OK, we've now passed official date #2 with "Ben." The date went well and I had a good time. We finished it off by watching a movie at his house. Before your dirty minds go anywhere...it was all good clean fun. But, he is definitely moving things along. (We saw each other Friday, Saturday, and Sunday.)
So, when I got home...I had this weird feeling of, "Do I like him?" That sent me into a stress spiral for the rest of the weekend.
For all intents and purposes, this guy is doing everything right. I mean, he's a lot of the things I've always said I wanted in a person. And, I do like that he is those things.
But, I'm trying to figure out if it's moving too quickly? Because, I went from being excited that he's texting me...to not sure whether I like him.
Granted, we still hardly know each other. So, I definitely want to continue to get to know him and see what happens. But, I also want to figure out what my "deal" is!
I think I'm under a lot of pressure (unintentional) from friends. I can't tell you how many people ask about it...and then get overly girly excited. It's too much for me. I find it odd that they freak out more than I do! So, part of me feels like I'm going to be "in trouble" or "too picky" if it doesn't work out.
I know I need to just listen to myself and trust my own heart. But, I don't want to miss out on a great guy because I'm scared. I also don't want to force myself to date someone that just isn't a match (for whatever reason).
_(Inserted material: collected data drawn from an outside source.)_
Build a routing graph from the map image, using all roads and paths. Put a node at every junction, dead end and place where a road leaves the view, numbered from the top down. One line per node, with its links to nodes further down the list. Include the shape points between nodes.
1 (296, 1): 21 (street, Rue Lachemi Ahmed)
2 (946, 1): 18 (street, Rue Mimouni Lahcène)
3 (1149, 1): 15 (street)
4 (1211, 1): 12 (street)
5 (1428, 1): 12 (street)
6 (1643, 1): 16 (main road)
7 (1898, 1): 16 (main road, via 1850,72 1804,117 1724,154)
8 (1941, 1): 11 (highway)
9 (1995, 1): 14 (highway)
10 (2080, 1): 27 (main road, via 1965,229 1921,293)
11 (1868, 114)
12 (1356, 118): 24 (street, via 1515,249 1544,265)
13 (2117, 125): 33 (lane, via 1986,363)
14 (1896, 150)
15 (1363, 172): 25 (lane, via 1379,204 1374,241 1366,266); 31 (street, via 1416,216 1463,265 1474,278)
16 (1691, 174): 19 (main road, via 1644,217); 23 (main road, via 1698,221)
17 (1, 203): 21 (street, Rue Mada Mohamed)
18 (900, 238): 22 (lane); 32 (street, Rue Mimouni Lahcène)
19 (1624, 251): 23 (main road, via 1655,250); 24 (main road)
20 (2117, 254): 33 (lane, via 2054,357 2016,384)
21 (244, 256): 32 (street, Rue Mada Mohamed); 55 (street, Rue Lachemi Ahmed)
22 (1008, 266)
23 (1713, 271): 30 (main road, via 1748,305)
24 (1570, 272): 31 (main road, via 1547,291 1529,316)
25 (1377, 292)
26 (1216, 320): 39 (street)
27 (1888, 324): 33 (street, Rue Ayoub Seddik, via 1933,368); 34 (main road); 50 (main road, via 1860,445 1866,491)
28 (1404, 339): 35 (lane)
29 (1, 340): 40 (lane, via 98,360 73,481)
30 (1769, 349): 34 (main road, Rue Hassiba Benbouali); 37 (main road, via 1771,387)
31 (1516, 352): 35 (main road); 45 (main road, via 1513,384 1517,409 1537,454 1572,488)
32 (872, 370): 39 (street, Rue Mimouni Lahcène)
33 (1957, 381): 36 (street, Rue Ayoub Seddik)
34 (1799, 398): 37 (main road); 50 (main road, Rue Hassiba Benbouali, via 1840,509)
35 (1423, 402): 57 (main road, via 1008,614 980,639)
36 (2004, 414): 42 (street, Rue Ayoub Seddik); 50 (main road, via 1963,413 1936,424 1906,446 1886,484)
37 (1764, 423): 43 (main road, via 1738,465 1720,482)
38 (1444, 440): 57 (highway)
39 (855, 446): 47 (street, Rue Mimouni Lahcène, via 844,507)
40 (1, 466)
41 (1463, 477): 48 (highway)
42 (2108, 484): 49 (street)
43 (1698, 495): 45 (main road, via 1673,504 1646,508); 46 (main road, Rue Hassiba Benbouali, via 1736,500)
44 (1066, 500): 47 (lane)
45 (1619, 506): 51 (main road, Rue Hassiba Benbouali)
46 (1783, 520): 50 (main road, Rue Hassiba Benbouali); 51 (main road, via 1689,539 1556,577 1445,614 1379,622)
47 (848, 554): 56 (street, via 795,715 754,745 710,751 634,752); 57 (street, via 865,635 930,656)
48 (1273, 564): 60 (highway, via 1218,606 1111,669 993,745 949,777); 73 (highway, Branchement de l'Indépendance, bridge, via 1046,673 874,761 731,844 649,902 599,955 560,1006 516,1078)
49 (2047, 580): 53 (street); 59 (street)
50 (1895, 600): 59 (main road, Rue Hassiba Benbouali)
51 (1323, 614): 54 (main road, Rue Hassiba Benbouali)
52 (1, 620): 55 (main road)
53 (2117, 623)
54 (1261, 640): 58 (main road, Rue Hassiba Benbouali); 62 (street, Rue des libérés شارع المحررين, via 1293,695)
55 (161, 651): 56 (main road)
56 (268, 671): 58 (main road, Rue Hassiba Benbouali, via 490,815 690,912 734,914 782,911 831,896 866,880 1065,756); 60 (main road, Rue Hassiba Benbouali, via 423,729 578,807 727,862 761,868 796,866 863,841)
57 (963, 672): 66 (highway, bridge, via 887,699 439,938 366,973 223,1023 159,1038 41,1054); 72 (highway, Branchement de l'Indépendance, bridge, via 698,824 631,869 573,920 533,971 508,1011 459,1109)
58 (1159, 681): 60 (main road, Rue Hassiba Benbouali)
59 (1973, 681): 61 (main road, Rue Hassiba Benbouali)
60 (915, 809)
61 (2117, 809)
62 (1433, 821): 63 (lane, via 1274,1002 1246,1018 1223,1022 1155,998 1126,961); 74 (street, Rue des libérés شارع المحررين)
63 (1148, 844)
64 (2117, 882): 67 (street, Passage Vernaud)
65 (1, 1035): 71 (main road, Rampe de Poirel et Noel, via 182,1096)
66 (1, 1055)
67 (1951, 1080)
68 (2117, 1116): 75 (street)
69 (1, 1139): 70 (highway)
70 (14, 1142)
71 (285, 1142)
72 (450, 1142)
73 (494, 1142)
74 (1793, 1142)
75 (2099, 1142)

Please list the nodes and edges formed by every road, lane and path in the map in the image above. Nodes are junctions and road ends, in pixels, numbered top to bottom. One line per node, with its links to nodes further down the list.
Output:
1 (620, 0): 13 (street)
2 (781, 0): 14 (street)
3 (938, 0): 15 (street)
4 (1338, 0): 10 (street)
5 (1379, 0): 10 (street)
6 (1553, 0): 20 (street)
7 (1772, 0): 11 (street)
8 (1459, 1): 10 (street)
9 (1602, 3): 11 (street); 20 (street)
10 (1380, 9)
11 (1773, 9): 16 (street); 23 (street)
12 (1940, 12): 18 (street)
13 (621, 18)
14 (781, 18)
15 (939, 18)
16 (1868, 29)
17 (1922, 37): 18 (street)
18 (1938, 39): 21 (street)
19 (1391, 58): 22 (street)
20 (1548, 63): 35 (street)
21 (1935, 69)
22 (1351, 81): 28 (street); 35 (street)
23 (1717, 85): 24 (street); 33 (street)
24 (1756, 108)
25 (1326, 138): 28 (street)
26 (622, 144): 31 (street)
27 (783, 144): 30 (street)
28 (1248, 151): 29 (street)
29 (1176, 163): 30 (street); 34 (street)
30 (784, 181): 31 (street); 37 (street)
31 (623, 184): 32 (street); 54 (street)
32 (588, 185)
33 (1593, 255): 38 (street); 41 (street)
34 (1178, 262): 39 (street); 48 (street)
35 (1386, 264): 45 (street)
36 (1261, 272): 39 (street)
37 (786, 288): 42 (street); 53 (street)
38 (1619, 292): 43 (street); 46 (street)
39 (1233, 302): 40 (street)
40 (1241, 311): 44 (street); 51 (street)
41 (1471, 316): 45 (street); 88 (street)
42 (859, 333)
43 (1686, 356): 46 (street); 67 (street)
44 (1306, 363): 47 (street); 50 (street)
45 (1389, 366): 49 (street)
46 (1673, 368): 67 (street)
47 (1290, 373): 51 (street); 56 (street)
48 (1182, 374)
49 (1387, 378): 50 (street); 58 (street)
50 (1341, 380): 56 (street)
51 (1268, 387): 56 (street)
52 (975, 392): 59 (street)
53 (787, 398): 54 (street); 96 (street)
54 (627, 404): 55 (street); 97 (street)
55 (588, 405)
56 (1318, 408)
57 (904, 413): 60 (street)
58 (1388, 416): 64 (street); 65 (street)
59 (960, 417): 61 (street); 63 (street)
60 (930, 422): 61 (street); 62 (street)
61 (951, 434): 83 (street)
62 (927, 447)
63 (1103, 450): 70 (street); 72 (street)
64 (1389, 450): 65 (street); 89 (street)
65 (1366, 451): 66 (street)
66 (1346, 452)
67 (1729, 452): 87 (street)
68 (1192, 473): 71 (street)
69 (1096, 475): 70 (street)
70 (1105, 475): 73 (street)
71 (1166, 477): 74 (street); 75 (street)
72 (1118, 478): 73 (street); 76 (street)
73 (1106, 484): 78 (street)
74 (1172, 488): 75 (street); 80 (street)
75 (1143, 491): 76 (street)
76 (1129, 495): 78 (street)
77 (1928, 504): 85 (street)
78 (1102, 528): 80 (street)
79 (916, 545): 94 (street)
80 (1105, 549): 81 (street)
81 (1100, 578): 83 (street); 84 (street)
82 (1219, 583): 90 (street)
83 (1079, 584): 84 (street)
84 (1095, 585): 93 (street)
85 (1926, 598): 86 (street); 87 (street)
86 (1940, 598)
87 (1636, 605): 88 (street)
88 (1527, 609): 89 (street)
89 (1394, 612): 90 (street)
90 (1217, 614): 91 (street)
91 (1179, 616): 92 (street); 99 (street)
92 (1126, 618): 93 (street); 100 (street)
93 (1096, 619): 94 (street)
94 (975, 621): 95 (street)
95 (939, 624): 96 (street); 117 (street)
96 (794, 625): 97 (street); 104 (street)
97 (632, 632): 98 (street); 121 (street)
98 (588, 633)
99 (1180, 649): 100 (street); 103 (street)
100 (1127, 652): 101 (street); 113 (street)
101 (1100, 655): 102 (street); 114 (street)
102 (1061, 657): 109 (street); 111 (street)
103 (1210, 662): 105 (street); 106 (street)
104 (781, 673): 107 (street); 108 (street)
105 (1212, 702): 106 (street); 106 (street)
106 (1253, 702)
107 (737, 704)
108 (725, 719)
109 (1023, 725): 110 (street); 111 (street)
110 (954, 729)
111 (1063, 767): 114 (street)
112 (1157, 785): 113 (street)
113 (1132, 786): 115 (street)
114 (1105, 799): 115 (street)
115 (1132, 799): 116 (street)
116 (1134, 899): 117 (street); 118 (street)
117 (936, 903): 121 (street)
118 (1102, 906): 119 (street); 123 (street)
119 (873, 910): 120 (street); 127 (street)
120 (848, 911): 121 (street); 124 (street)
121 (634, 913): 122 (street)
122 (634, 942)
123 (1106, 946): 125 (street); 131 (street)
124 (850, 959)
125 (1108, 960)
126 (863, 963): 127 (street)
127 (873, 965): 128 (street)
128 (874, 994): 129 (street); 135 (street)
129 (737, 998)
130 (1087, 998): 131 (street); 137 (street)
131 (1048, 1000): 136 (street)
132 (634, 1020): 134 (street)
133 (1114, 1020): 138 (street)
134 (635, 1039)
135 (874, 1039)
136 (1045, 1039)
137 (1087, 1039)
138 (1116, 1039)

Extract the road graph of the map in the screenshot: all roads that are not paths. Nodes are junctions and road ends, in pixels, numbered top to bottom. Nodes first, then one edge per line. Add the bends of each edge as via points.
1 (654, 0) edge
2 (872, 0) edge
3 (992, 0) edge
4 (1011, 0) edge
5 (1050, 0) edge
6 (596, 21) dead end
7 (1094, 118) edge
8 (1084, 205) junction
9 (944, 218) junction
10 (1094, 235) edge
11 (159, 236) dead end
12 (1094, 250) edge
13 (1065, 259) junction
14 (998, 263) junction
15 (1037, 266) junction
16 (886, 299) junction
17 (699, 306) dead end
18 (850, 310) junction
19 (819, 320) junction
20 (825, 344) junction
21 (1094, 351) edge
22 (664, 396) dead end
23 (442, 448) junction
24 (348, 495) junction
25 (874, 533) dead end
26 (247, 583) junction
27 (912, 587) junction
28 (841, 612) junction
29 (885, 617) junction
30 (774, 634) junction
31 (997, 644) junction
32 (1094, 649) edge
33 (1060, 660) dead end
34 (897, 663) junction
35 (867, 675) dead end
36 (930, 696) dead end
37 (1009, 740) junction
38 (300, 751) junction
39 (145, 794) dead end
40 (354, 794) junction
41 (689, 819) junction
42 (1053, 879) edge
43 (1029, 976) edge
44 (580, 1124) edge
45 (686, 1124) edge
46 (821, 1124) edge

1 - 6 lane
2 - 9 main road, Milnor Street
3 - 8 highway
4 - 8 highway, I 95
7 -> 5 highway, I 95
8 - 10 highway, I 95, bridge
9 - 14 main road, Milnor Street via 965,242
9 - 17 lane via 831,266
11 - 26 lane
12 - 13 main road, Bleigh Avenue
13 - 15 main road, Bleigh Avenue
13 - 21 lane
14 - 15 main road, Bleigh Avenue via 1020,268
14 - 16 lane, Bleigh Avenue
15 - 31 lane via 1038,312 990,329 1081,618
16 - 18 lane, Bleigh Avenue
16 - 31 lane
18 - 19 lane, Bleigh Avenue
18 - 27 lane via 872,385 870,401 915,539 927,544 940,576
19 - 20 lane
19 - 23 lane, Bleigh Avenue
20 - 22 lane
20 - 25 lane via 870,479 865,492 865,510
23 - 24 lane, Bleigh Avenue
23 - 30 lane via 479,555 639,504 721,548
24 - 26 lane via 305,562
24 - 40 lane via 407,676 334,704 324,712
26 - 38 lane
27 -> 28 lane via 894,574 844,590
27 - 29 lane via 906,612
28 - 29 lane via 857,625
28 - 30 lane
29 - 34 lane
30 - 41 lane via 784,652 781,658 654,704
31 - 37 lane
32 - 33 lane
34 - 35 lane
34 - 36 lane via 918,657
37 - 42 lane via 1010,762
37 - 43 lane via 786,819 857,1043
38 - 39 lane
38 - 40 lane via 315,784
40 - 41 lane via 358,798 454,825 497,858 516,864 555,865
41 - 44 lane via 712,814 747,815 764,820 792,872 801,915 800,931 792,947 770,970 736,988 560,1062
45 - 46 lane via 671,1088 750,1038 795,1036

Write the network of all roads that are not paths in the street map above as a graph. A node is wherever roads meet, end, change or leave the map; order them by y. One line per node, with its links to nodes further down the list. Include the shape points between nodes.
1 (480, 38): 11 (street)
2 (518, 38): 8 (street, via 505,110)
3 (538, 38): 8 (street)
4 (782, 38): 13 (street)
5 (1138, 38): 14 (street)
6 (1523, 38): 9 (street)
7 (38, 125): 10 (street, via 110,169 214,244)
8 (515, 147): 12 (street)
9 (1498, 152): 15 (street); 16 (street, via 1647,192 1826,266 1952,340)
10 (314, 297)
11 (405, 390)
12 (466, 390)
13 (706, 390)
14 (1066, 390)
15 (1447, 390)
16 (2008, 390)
I am very independent and I haven't really ever had a serious relationship. My guess is that these are big contributors of my little panic attack. I'm sure my mind is thinking, "Really? This fast? So unexpected..."
So, for now, I'm going to keep seeing where this goes. And maybe, as he and I get to know one another better, I can just tell him that I need it to move slowly.
Any advice from my fellow bloggers would be much appreciated!!!